What is the personal cost of being misunderstood?

ND: Optimistically, being forced to refine one’s ideas. Pessimistically, having one’s ideas garbled by proximity. To be misunderstood is only to lose voice, however, if it is generalized to all potential listeners. Complex messages may necessitate some misunderstanding.

SS: I think the personal cost of being misunderstood can be quite high. If this is a chronic condition then it can seriously undermine one’s self-perception. If you perpetually feel misunderstood you may come to doubt everything you believe about yourself, even down to the most basic tenets of self-identity. I also think being misunderstood can have a negative impact on one’s creativity, either by altering or stultifying it. It can be difficult to subsist solely on internal validation. So if a person constantly feels like no one ‘gets’ the art they make on any level whatsoever or interprets the art in a way that is consistently contrary to the intent, then the person may alter their approach in an effort to be better understood, or perhaps worse yet, the person may abandon art altogether.

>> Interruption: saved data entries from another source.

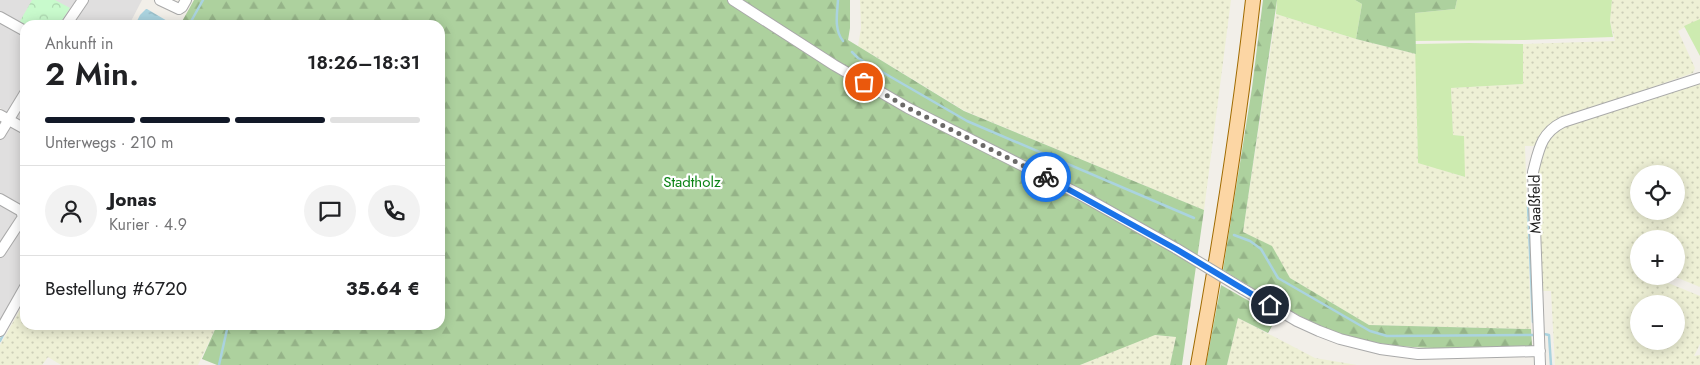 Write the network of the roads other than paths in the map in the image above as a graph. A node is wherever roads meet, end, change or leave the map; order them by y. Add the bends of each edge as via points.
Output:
1 (83, 0) edge
2 (160, 0) edge
3 (186, 0) edge
4 (733, 0) edge
5 (1253, 0) edge
6 (0, 17) edge
7 (69, 20) edge
8 (20, 28) edge
9 (1700, 78) edge
10 (20, 99) edge
11 (5, 118) edge
12 (20, 126) edge
13 (0, 134) edge
14 (0, 199) edge
15 (20, 210) edge
16 (20, 222) edge
17 (0, 252) edge
18 (20, 296) edge
19 (0, 332) edge
20 (1540, 351) junction
21 (1198, 365) edge
22 (1540, 365) edge

1 - 7 street
2 - 3 street via 179,9
4 - 20 street, bridge via 908,108 1079,194 1319,331 1380,349 1418,354
5 - 21 main road via 1222,231
6 - 8 street
9 - 20 street, Maaßfeld via 1563,122 1546,135 1533,172
10 - 11 street
11 - 12 street
11 - 13 street
14 - 15 street
16 - 17 street
18 - 19 street
20 - 22 street, Maaßfeld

NG: There’s a shame to it, like you passed the ball but didn’t throw hard enough. Or you lost it in the bushes somewhere. Internalized shame is always a blow to one’s psychological autonomy.

Describe the world’s best marching band.

NG: First off, the uniforms shouldn’t be identical but should complement each other in some way. Probably all their epaulets and braids and gold buttons are varied according to instrument. Uniform color choices: Melon, puce, orange, brick. Anything but cop blue. And the marching is not exactly in unison. The drumline marches slightly ahead of or behind the beat, depending on the mood. And the higher register instruments march at cut time so that the flutes march four steps for every one step taken by the sousaphone, which allows the flutes to circle the sousaphone as they cross the parade ground like songbirds swirling around an elephant.

ND: A deep rainforest dawn chorus. All marchers independently pursue parallel and often conflicting courses, but the result is richer and more endlessly unexpected than any coordinated force.

SS: It consists of only drummers playing drums of all shapes and sizes in various parallel syncopated rhythms. The drummers march in concentric circles.